Jon and I started ambling towards the elevators, embarking on our daily trek across the street to Starbucks. As we pass Joan's office Jon glances in at her office and exclaims, "Oh, she's got Christmas lights up! I freakin' love it! We have them up in our room too." I was startled at such a strong declaration, but quickly started laughing. A love of Christmas twinkle lights doesn't exactly jive with the dyed black hair, tattooed hard rocker persona of Jon; although I know him to be a complete goof-ball. What did make perfect sense was that he was just now noticing the lights Joan had strung up in her office for Halloween - the lights were, after all, purple and orange. Yes, Jon is Mr. Observant. It is several days after Halloween and he is just now noticing. When prodded he confessed that he and Melissa strung up white twinkle lights around the bedroom over the weekend. But his favorite type are the bubble candle lights. He continually surprises me.
And now, a few other random work related stories for your enjoyment at my expense.
I went to lunch with some co-workers the other week. As we drove back to the office Bryan and Steve were talking about a home that was for sale. This quickly deteriorated into why Lake Oswego is so awful and why no one in the car would want to buy a house here. To which someone made the smart remark:
"Excuse me your entitlement is showing!"
I started to feel a little picked on, after all, wasn't I a product of Lake Oswego? I felt compelled to stand-up for my hometown. To which Kristi tried to comfort me with this:
"I recognize that you grew-up in Lake Oswego, but I will not acknowledge it. You do not fit the LO stereotype; you're nice and sweet and don't look down on everyone."
Really Lake Oswego isn't that bad, is it? Sure the school song sounds a little superior -"...stands a school in Lake Oswego ranked among the best. Lake High standards will not fail..." Pshaw! We are sooo not elitist! We're just the best.
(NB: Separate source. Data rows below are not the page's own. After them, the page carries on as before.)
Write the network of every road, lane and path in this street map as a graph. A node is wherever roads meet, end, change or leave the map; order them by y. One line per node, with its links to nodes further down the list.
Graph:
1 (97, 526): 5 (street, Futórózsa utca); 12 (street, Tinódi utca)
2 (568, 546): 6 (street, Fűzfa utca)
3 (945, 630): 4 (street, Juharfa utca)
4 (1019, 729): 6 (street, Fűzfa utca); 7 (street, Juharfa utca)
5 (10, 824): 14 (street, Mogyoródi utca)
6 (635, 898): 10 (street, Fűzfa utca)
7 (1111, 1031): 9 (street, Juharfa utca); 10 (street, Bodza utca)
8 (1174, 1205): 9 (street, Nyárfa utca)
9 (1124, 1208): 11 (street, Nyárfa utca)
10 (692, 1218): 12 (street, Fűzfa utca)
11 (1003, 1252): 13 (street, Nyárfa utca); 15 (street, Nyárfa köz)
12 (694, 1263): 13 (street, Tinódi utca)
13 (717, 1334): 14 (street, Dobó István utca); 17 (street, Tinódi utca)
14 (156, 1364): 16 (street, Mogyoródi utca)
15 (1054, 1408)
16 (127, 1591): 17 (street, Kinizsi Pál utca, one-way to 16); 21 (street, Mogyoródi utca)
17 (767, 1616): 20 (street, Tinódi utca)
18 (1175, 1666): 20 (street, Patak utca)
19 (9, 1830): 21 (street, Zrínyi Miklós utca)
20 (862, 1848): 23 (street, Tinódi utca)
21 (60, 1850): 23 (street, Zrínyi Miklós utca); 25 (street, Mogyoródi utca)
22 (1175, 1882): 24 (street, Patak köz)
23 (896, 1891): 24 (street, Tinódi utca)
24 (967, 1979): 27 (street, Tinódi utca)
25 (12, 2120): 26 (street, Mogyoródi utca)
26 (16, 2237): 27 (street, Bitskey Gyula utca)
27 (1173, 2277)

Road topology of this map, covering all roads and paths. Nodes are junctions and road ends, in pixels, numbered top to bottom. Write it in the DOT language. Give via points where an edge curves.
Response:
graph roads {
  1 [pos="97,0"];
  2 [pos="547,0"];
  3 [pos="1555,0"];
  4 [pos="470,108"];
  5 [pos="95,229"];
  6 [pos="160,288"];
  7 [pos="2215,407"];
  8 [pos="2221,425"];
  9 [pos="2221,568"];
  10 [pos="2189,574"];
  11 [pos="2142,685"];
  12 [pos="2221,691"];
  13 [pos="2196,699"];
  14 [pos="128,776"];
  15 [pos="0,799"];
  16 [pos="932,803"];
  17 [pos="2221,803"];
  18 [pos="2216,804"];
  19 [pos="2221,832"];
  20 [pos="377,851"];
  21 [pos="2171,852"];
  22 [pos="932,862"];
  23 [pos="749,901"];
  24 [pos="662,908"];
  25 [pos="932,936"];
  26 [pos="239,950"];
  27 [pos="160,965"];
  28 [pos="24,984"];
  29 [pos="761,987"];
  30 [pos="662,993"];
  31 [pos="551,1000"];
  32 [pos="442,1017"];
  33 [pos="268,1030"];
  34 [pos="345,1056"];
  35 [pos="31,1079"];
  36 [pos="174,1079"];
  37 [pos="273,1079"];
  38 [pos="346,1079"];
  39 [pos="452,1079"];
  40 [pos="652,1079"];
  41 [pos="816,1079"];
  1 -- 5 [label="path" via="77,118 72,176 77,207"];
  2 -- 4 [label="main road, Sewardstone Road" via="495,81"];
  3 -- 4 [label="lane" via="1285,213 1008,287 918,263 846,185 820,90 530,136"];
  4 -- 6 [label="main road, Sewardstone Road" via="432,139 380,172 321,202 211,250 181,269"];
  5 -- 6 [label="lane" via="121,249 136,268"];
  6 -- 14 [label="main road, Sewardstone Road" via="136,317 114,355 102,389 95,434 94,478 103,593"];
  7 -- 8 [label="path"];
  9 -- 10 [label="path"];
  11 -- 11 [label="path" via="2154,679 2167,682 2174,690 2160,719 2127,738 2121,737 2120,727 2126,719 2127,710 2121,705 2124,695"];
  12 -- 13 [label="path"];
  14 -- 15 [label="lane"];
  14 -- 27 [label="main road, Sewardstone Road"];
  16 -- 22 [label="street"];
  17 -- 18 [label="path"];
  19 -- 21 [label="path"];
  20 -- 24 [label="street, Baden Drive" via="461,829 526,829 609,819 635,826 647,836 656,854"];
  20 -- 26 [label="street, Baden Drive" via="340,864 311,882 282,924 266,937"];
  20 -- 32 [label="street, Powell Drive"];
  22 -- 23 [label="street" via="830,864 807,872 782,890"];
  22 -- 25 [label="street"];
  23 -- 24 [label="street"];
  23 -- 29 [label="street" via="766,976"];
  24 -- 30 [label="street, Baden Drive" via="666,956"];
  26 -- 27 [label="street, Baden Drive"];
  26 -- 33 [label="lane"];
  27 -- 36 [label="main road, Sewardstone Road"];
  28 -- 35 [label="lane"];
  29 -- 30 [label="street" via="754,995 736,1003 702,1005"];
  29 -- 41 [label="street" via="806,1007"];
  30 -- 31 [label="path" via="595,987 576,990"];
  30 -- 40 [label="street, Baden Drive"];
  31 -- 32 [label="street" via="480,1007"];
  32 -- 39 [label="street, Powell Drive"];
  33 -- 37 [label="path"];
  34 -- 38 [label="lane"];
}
A fact is a fact.
Sharing a kitchen with everyone on the floor can be rather annoying. Especially when a portion of your coworkers are young wet-behind-the-ear "men." These boy-men don't understand the logic of rinsing dishes before putting them in the dishwasher. That is if the dishes make it that far. And they certainly do not have a clue as to the science of how to load a dishwasher. I try to squelch my OCD tendencies and only take care of my own paraphernalia. But some days, it can't be helped, I have to do the dishes and rearrange the dishwasher to suit my methodology. On one such afternoon my co-worker Adam came in and thanked me and mentioned that it also bugs him. I teasingly said, "These young guys haven't figured out that their mother doesn't work here!" After a dramatic pause, a deep inhale, slowly, as if speaking a deep wisdom, Adam said "I think their mother does work here. Think on that!" Oh, dear!
One of the projects that I have been working on this fall reached a major milestone so the project manager decided we should celebrate. The team was very kind to postpone the celebration until after my trip to Honduras. We all left work early and went to this place called "Players" which is part bar, part games. I had to wander around a bit before I found the group upstairs playing pool, already working on their first drink. I knew that Wei, a co-worker, had left the office at the same time as me, but she was no where to be found. About five minutes after I joined the group, Wei did as well. She had gotten lost and had trouble finding the group too, but she had some help, "I heard your laugh and followed it to find the team."